Je ne dis pas que je me sentais parfaitement dans mon élément. Je ne me sentirai jamais dans mon élement, nulle part. Je suis phobique social, ça fait partie de moi. J’ai peur des gens. Je ne peux jamais faire totalement confiance. Et si je suis dans un groupe relativement homogène sur un aspect, j’aurai toujours besoin de me différencier de cet aspect. Et donc, là, oui, bizarrement, j’avais la sensation confuse, parfois, de ne pas faire partie du groupe, de me dire qu’ils croyaient trop en leur cause, que je ne saurais jamais m’y consacrer autant qu’eux, même si je devrais, je crois. J’avais à la fois peur et honte, parfois. J’ai donc eu besoin, à cette occasion, de remettre en question quelque chose en quoi je crois depuis tout petit, pour me sentir différent, paradoxalement. (Et aussi, il faut bien le dire, j’ai toujours besoin, tout le temps, de tout remettre en doute, de me demander « Et si je me gourais complètement ? ». Donc oui, continuellement, malgré tout ce que je lis, compulse, additionne et conjugue, je n’abandonne jamais complètement l’idée « Et si je me gourais complètement ? » pour chacun des points qu’implique le véganisme. « Et si le végétalisme n’était pas viable ? », « Et si je faisais plus de mal que de bien ? »… Mais c’est sans doute ce besoin et cette aptitude à ne jamais écarter la remise en question, dans n’importe quel sens, qui font que je serai toujours infiniment plus honnête et cohérent que n’importe quel carniste.)
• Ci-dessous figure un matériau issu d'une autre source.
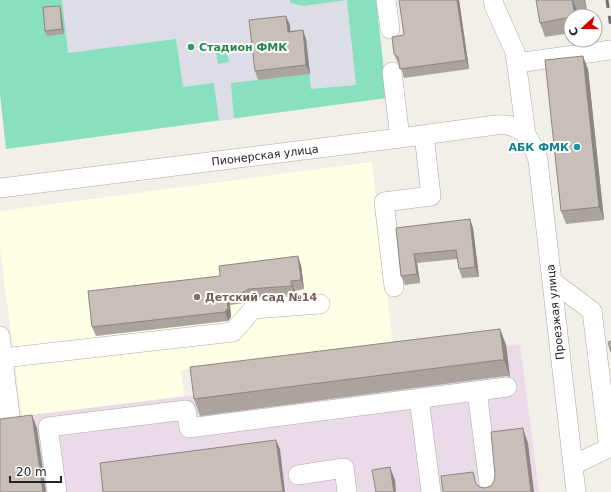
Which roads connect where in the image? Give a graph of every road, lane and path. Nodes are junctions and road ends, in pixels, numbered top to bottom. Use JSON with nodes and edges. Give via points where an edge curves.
{"nodes":[{"id":1,"x":386,"y":0,"type":"edge"},
{"id":2,"x":493,"y":0,"type":"edge"},
{"id":3,"x":390,"y":29,"type":"dead end"},
{"id":4,"x":611,"y":50,"type":"edge"},
{"id":5,"x":517,"y":63,"type":"junction"},
{"id":6,"x":392,"y":72,"type":"dead end"},
{"id":7,"x":424,"y":135,"type":"junction"},
{"id":8,"x":526,"y":135,"type":"junction"},
{"id":9,"x":400,"y":138,"type":"junction"},
{"id":10,"x":0,"y":188,"type":"edge"},
{"id":11,"x":552,"y":281,"type":"junction"},
{"id":12,"x":394,"y":287,"type":"dead end"},
{"id":13,"x":320,"y":304,"type":"dead end"},
{"id":14,"x":0,"y":336,"type":"edge"},
{"id":15,"x":3,"y":358,"type":"junction"},
{"id":16,"x":3,"y":378,"type":"edge"},
{"id":17,"x":507,"y":387,"type":"dead end"},
{"id":18,"x":477,"y":391,"type":"junction"},
{"id":19,"x":419,"y":398,"type":"junction"},
{"id":20,"x":0,"y":418,"type":"edge"},
{"id":21,"x":572,"y":465,"type":"junction"},
{"id":22,"x":298,"y":475,"type":"dead end"},
{"id":23,"x":57,"y":492,"type":"edge"},
{"id":24,"x":347,"y":492,"type":"edge"},
{"id":25,"x":431,"y":492,"type":"edge"},
{"id":26,"x":490,"y":492,"type":"edge"},
{"id":27,"x":576,"y":492,"type":"edge"}],
"edges":[{"from":1,"to":3,"type":"street"},
{"from":2,"to":5,"type":"street","via":[[516,52]]},
{"from":4,"to":5,"type":"street"},
{"from":5,"to":8,"type":"street"},
{"from":6,"to":9,"type":"street"},
{"from":7,"to":8,"type":"street","name":"Пионерская улица","via":[[507,124],[517,127]]},
{"from":7,"to":9,"type":"street","name":"Пионерская улица"},
{"from":7,"to":12,"type":"street","via":[[431,196],[384,202]]},
{"from":8,"to":11,"type":"street","name":"Проезжая улица","via":[[538,160]]},
{"from":9,"to":10,"type":"street","name":"Пионерская улица"},
{"from":11,"to":21,"type":"street","name":"Проезжая улица"},
{"from":11,"to":21,"type":"street","via":[[592,311],[610,448]]},
{"from":13,"to":15,"type":"street","via":[[253,309],[233,332]]},
{"from":14,"to":15,"type":"street"},
{"from":15,"to":16,"type":"street"},
{"from":16,"to":20,"type":"street","via":[[10,416]]},
{"from":17,"to":18,"type":"street"},
{"from":18,"to":19,"type":"street"},
{"from":18,"to":26,"type":"street"},
{"from":19,"to":23,"type":"street","via":[[189,428],[186,410],[48,426]]},
{"from":19,"to":25,"type":"street"},
{"from":21,"to":27,"type":"street","name":"Проезжая улица"},
{"from":22,"to":24,"type":"street","via":[[344,468]]}]}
Mais dans l’ensemble, je dois quand même dire que je m’y suis senti bien, que j’ai eu l’impression d’être parti un mois, et que j’aurais voulu que ça dure six mois de plus, et que ça m’a fait un gros pincement au coeur, de partir, de devoir partir, et de ne pas savoir comment partir. Et donc de partir en coup de vent.
Ces gens-là, je crois en eux, et je les admire.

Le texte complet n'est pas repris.